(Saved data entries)
┄┄┄┄┄┄┄┄┄┄┄┄┄┄┄┄┄┄┄┄
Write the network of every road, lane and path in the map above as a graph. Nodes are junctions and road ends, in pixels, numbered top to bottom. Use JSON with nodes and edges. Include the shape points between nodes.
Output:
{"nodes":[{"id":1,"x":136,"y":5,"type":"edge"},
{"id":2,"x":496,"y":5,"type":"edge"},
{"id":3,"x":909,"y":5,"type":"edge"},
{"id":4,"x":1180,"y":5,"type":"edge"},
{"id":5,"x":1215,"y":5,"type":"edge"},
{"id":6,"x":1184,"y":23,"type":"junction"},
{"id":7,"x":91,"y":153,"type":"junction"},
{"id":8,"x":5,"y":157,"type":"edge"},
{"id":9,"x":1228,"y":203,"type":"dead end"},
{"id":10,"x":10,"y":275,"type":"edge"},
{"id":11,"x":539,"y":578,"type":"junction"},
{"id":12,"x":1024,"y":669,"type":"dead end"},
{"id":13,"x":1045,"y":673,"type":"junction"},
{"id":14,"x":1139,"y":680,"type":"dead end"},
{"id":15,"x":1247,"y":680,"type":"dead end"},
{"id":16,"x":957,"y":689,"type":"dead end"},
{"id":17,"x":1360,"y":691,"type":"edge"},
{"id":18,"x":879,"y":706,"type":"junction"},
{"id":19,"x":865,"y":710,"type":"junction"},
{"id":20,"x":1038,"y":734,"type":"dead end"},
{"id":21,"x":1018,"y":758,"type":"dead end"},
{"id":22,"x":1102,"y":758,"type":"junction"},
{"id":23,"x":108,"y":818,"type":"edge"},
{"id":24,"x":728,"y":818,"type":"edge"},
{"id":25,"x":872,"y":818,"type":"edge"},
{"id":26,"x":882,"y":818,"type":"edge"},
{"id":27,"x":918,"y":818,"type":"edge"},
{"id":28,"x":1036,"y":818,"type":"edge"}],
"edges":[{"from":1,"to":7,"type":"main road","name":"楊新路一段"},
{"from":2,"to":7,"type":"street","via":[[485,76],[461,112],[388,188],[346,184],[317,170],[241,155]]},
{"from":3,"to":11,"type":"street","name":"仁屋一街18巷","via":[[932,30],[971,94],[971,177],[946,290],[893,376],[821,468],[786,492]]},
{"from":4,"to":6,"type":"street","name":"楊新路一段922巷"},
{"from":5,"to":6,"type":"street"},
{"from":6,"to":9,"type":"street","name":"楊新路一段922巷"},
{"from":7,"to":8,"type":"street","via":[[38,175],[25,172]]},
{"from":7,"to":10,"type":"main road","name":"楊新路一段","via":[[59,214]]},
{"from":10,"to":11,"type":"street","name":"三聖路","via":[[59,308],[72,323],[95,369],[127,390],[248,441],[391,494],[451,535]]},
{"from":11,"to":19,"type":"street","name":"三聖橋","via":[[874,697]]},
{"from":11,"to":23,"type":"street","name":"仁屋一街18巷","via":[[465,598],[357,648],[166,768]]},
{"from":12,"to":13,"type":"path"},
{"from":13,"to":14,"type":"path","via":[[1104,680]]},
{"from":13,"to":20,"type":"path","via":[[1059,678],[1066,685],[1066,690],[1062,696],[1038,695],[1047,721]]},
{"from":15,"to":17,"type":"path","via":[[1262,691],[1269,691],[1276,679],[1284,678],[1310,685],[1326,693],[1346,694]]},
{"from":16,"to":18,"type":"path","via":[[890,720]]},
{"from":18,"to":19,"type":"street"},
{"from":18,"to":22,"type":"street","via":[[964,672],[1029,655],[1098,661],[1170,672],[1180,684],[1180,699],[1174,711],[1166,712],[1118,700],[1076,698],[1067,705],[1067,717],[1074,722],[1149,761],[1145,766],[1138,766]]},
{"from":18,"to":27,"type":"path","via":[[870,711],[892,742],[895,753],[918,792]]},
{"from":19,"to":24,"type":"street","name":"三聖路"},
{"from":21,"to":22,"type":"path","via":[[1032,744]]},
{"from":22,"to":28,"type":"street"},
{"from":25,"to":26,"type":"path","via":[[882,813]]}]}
┄┄┄┄┄┄┄┄┄┄┄┄┄┄┄┄┄┄┄┄
> _Work task_: Make a word-for-word copy of the records.

> _Expected answer_:
Write the network of every road, lane and path in the map above as a graph. Nodes are junctions and road ends, in pixels, numbered top to bottom. Use JSON with nodes and edges. Include the shape points between nodes.
Output:
{"nodes":[{"id":1,"x":136,"y":5,"type":"edge"},
{"id":2,"x":496,"y":5,"type":"edge"},
{"id":3,"x":909,"y":5,"type":"edge"},
{"id":4,"x":1180,"y":5,"type":"edge"},
{"id":5,"x":1215,"y":5,"type":"edge"},
{"id":6,"x":1184,"y":23,"type":"junction"},
{"id":7,"x":91,"y":153,"type":"junction"},
{"id":8,"x":5,"y":157,"type":"edge"},
{"id":9,"x":1228,"y":203,"type":"dead end"},
{"id":10,"x":10,"y":275,"type":"edge"},
{"id":11,"x":539,"y":578,"type":"junction"},
{"id":12,"x":1024,"y":669,"type":"dead end"},
{"id":13,"x":1045,"y":673,"type":"junction"},
{"id":14,"x":1139,"y":680,"type":"dead end"},
{"id":15,"x":1247,"y":680,"type":"dead end"},
{"id":16,"x":957,"y":689,"type":"dead end"},
{"id":17,"x":1360,"y":691,"type":"edge"},
{"id":18,"x":879,"y":706,"type":"junction"},
{"id":19,"x":865,"y":710,"type":"junction"},
{"id":20,"x":1038,"y":734,"type":"dead end"},
{"id":21,"x":1018,"y":758,"type":"dead end"},
{"id":22,"x":1102,"y":758,"type":"junction"},
{"id":23,"x":108,"y":818,"type":"edge"},
{"id":24,"x":728,"y":818,"type":"edge"},
{"id":25,"x":872,"y":818,"type":"edge"},
{"id":26,"x":882,"y":818,"type":"edge"},
{"id":27,"x":918,"y":818,"type":"edge"},
{"id":28,"x":1036,"y":818,"type":"edge"}],
"edges":[{"from":1,"to":7,"type":"main road","name":"楊新路一段"},
{"from":2,"to":7,"type":"street","via":[[485,76],[461,112],[388,188],[346,184],[317,170],[241,155]]},
{"from":3,"to":11,"type":"street","name":"仁屋一街18巷","via":[[932,30],[971,94],[971,177],[946,290],[893,376],[821,468],[786,492]]},
{"from":4,"to":6,"type":"street","name":"楊新路一段922巷"},
{"from":5,"to":6,"type":"street"},
{"from":6,"to":9,"type":"street","name":"楊新路一段922巷"},
{"from":7,"to":8,"type":"street","via":[[38,175],[25,172]]},
{"from":7,"to":10,"type":"main road","name":"楊新路一段","via":[[59,214]]},
{"from":10,"to":11,"type":"street","name":"三聖路","via":[[59,308],[72,323],[95,369],[127,390],[248,441],[391,494],[451,535]]},
{"from":11,"to":19,"type":"street","name":"三聖橋","via":[[874,697]]},
{"from":11,"to":23,"type":"street","name":"仁屋一街18巷","via":[[465,598],[357,648],[166,768]]},
{"from":12,"to":13,"type":"path"},
{"from":13,"to":14,"type":"path","via":[[1104,680]]},
{"from":13,"to":20,"type":"path","via":[[1059,678],[1066,685],[1066,690],[1062,696],[1038,695],[1047,721]]},
{"from":15,"to":17,"type":"path","via":[[1262,691],[1269,691],[1276,679],[1284,678],[1310,685],[1326,693],[1346,694]]},
{"from":16,"to":18,"type":"path","via":[[890,720]]},
{"from":18,"to":19,"type":"street"},
{"from":18,"to":22,"type":"street","via":[[964,672],[1029,655],[1098,661],[1170,672],[1180,684],[1180,699],[1174,711],[1166,712],[1118,700],[1076,698],[1067,705],[1067,717],[1074,722],[1149,761],[1145,766],[1138,766]]},
{"from":18,"to":27,"type":"path","via":[[870,711],[892,742],[895,753],[918,792]]},
{"from":19,"to":24,"type":"street","name":"三聖路"},
{"from":21,"to":22,"type":"path","via":[[1032,744]]},
{"from":22,"to":28,"type":"street"},
{"from":25,"to":26,"type":"path","via":[[882,813]]}]}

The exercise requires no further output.